(Stored data entries)
------------------------------------------------------------
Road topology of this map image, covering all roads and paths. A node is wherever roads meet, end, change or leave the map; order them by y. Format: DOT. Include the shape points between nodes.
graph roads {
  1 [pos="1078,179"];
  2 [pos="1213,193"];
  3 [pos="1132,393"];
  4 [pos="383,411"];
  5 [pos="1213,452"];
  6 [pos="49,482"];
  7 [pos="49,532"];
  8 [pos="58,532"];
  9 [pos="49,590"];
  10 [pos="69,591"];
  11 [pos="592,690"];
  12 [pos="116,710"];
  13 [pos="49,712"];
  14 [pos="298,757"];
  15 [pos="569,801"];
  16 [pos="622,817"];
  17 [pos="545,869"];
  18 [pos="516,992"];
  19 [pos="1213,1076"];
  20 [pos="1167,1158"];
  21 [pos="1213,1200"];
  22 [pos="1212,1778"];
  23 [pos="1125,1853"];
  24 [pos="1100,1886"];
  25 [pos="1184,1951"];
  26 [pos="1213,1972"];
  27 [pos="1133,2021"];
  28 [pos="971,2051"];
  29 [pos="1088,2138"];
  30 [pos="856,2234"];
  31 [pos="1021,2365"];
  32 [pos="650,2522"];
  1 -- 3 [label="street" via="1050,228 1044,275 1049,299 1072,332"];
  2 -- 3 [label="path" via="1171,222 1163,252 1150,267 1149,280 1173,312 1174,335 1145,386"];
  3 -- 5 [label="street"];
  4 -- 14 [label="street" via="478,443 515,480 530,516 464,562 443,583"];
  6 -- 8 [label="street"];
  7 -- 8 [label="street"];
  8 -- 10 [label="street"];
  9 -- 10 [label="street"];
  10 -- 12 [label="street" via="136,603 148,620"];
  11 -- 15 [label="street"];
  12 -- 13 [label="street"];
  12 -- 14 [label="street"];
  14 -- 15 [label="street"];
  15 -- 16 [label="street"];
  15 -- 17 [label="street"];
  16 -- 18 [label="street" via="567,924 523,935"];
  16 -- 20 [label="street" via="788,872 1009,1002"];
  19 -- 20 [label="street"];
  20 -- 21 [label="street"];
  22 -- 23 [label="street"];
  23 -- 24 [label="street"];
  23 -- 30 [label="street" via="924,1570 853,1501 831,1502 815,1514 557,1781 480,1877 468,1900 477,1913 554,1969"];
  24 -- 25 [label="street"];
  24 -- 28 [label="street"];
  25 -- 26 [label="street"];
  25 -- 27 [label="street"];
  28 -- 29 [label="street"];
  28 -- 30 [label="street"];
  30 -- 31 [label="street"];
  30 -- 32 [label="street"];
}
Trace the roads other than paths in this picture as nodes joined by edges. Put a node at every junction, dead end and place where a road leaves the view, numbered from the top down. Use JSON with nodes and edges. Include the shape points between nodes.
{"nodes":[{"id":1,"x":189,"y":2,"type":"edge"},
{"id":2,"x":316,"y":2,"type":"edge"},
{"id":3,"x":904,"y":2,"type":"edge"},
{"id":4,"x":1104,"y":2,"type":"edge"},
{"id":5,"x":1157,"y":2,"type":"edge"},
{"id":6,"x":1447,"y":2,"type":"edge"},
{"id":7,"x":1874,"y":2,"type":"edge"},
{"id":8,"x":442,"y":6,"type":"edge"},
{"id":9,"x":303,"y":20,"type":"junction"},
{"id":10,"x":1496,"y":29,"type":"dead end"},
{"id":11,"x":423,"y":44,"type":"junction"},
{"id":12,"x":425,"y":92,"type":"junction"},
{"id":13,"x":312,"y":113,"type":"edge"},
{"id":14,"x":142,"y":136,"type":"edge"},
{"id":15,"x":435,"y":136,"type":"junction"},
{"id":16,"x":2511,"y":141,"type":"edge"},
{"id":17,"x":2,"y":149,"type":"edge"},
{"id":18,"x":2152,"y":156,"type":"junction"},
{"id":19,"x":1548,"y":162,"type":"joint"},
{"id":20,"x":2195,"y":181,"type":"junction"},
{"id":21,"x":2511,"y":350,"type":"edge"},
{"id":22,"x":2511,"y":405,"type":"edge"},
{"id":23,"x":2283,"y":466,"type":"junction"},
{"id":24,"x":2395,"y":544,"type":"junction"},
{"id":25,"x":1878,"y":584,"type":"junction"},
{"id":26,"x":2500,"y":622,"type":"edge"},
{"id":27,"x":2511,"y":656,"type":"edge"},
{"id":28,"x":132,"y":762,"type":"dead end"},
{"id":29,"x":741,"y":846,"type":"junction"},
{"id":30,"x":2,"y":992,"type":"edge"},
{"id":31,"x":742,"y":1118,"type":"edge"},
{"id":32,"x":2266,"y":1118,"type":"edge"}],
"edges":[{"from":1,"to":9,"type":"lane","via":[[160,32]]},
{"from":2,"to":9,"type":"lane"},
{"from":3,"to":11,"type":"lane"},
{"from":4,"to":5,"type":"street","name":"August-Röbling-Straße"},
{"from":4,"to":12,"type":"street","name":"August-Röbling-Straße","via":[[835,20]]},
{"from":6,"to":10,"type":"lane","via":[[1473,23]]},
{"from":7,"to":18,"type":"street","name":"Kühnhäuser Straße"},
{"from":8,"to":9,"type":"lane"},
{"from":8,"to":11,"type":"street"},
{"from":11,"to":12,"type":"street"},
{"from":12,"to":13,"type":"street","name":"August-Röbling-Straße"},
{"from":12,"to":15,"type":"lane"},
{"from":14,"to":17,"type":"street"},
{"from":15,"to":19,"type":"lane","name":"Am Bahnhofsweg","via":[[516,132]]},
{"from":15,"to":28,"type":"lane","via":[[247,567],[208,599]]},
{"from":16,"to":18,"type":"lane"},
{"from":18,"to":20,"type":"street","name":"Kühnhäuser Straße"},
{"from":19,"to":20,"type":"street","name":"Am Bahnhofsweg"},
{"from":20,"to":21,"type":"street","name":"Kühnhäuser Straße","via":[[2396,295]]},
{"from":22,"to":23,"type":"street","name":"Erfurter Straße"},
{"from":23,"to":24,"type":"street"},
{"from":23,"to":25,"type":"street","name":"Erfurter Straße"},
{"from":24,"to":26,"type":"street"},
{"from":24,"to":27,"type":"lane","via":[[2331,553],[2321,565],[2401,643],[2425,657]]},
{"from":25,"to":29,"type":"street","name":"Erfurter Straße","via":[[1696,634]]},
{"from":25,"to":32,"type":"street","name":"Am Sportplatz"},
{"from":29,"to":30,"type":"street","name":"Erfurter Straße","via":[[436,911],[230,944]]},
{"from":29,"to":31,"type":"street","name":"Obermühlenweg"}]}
------------------------------------------------------------
▶ Task requirements:
Each line of the data is to be retyped exactly.

▶ Answer to this exercise:
Road topology of this map image, covering all roads and paths. A node is wherever roads meet, end, change or leave the map; order them by y. Format: DOT. Include the shape points between nodes.
graph roads {
  1 [pos="1078,179"];
  2 [pos="1213,193"];
  3 [pos="1132,393"];
  4 [pos="383,411"];
  5 [pos="1213,452"];
  6 [pos="49,482"];
  7 [pos="49,532"];
  8 [pos="58,532"];
  9 [pos="49,590"];
  10 [pos="69,591"];
  11 [pos="592,690"];
  12 [pos="116,710"];
  13 [pos="49,712"];
  14 [pos="298,757"];
  15 [pos="569,801"];
  16 [pos="622,817"];
  17 [pos="545,869"];
  18 [pos="516,992"];
  19 [pos="1213,1076"];
  20 [pos="1167,1158"];
  21 [pos="1213,1200"];
  22 [pos="1212,1778"];
  23 [pos="1125,1853"];
  24 [pos="1100,1886"];
  25 [pos="1184,1951"];
  26 [pos="1213,1972"];
  27 [pos="1133,2021"];
  28 [pos="971,2051"];
  29 [pos="1088,2138"];
  30 [pos="856,2234"];
  31 [pos="1021,2365"];
  32 [pos="650,2522"];
  1 -- 3 [label="street" via="1050,228 1044,275 1049,299 1072,332"];
  2 -- 3 [label="path" via="1171,222 1163,252 1150,267 1149,280 1173,312 1174,335 1145,386"];
  3 -- 5 [label="street"];
  4 -- 14 [label="street" via="478,443 515,480 530,516 464,562 443,583"];
  6 -- 8 [label="street"];
  7 -- 8 [label="street"];
  8 -- 10 [label="street"];
  9 -- 10 [label="street"];
  10 -- 12 [label="street" via="136,603 148,620"];
  11 -- 15 [label="street"];
  12 -- 13 [label="street"];
  12 -- 14 [label="street"];
  14 -- 15 [label="street"];
  15 -- 16 [label="street"];
  15 -- 17 [label="street"];
  16 -- 18 [label="street" via="567,924 523,935"];
  16 -- 20 [label="street" via="788,872 1009,1002"];
  19 -- 20 [label="street"];
  20 -- 21 [label="street"];
  22 -- 23 [label="street"];
  23 -- 24 [label="street"];
  23 -- 30 [label="street" via="924,1570 853,1501 831,1502 815,1514 557,1781 480,1877 468,1900 477,1913 554,1969"];
  24 -- 25 [label="street"];
  24 -- 28 [label="street"];
  25 -- 26 [label="street"];
  25 -- 27 [label="street"];
  28 -- 29 [label="street"];
  28 -- 30 [label="street"];
  30 -- 31 [label="street"];
  30 -- 32 [label="street"];
}
Trace the roads other than paths in this picture as nodes joined by edges. Put a node at every junction, dead end and place where a road leaves the view, numbered from the top down. Use JSON with nodes and edges. Include the shape points between nodes.
{"nodes":[{"id":1,"x":189,"y":2,"type":"edge"},
{"id":2,"x":316,"y":2,"type":"edge"},
{"id":3,"x":904,"y":2,"type":"edge"},
{"id":4,"x":1104,"y":2,"type":"edge"},
{"id":5,"x":1157,"y":2,"type":"edge"},
{"id":6,"x":1447,"y":2,"type":"edge"},
{"id":7,"x":1874,"y":2,"type":"edge"},
{"id":8,"x":442,"y":6,"type":"edge"},
{"id":9,"x":303,"y":20,"type":"junction"},
{"id":10,"x":1496,"y":29,"type":"dead end"},
{"id":11,"x":423,"y":44,"type":"junction"},
{"id":12,"x":425,"y":92,"type":"junction"},
{"id":13,"x":312,"y":113,"type":"edge"},
{"id":14,"x":142,"y":136,"type":"edge"},
{"id":15,"x":435,"y":136,"type":"junction"},
{"id":16,"x":2511,"y":141,"type":"edge"},
{"id":17,"x":2,"y":149,"type":"edge"},
{"id":18,"x":2152,"y":156,"type":"junction"},
{"id":19,"x":1548,"y":162,"type":"joint"},
{"id":20,"x":2195,"y":181,"type":"junction"},
{"id":21,"x":2511,"y":350,"type":"edge"},
{"id":22,"x":2511,"y":405,"type":"edge"},
{"id":23,"x":2283,"y":466,"type":"junction"},
{"id":24,"x":2395,"y":544,"type":"junction"},
{"id":25,"x":1878,"y":584,"type":"junction"},
{"id":26,"x":2500,"y":622,"type":"edge"},
{"id":27,"x":2511,"y":656,"type":"edge"},
{"id":28,"x":132,"y":762,"type":"dead end"},
{"id":29,"x":741,"y":846,"type":"junction"},
{"id":30,"x":2,"y":992,"type":"edge"},
{"id":31,"x":742,"y":1118,"type":"edge"},
{"id":32,"x":2266,"y":1118,"type":"edge"}],
"edges":[{"from":1,"to":9,"type":"lane","via":[[160,32]]},
{"from":2,"to":9,"type":"lane"},
{"from":3,"to":11,"type":"lane"},
{"from":4,"to":5,"type":"street","name":"August-Röbling-Straße"},
{"from":4,"to":12,"type":"street","name":"August-Röbling-Straße","via":[[835,20]]},
{"from":6,"to":10,"type":"lane","via":[[1473,23]]},
{"from":7,"to":18,"type":"street","name":"Kühnhäuser Straße"},
{"from":8,"to":9,"type":"lane"},
{"from":8,"to":11,"type":"street"},
{"from":11,"to":12,"type":"street"},
{"from":12,"to":13,"type":"street","name":"August-Röbling-Straße"},
{"from":12,"to":15,"type":"lane"},
{"from":14,"to":17,"type":"street"},
{"from":15,"to":19,"type":"lane","name":"Am Bahnhofsweg","via":[[516,132]]},
{"from":15,"to":28,"type":"lane","via":[[247,567],[208,599]]},
{"from":16,"to":18,"type":"lane"},
{"from":18,"to":20,"type":"street","name":"Kühnhäuser Straße"},
{"from":19,"to":20,"type":"street","name":"Am Bahnhofsweg"},
{"from":20,"to":21,"type":"street","name":"Kühnhäuser Straße","via":[[2396,295]]},
{"from":22,"to":23,"type":"street","name":"Erfurter Straße"},
{"from":23,"to":24,"type":"street"},
{"from":23,"to":25,"type":"street","name":"Erfurter Straße"},
{"from":24,"to":26,"type":"street"},
{"from":24,"to":27,"type":"lane","via":[[2331,553],[2321,565],[2401,643],[2425,657]]},
{"from":25,"to":29,"type":"street","name":"Erfurter Straße","via":[[1696,634]]},
{"from":25,"to":32,"type":"street","name":"Am Sportplatz"},
{"from":29,"to":30,"type":"street","name":"Erfurter Straße","via":[[436,911],[230,944]]},
{"from":29,"to":31,"type":"street","name":"Obermühlenweg"}]}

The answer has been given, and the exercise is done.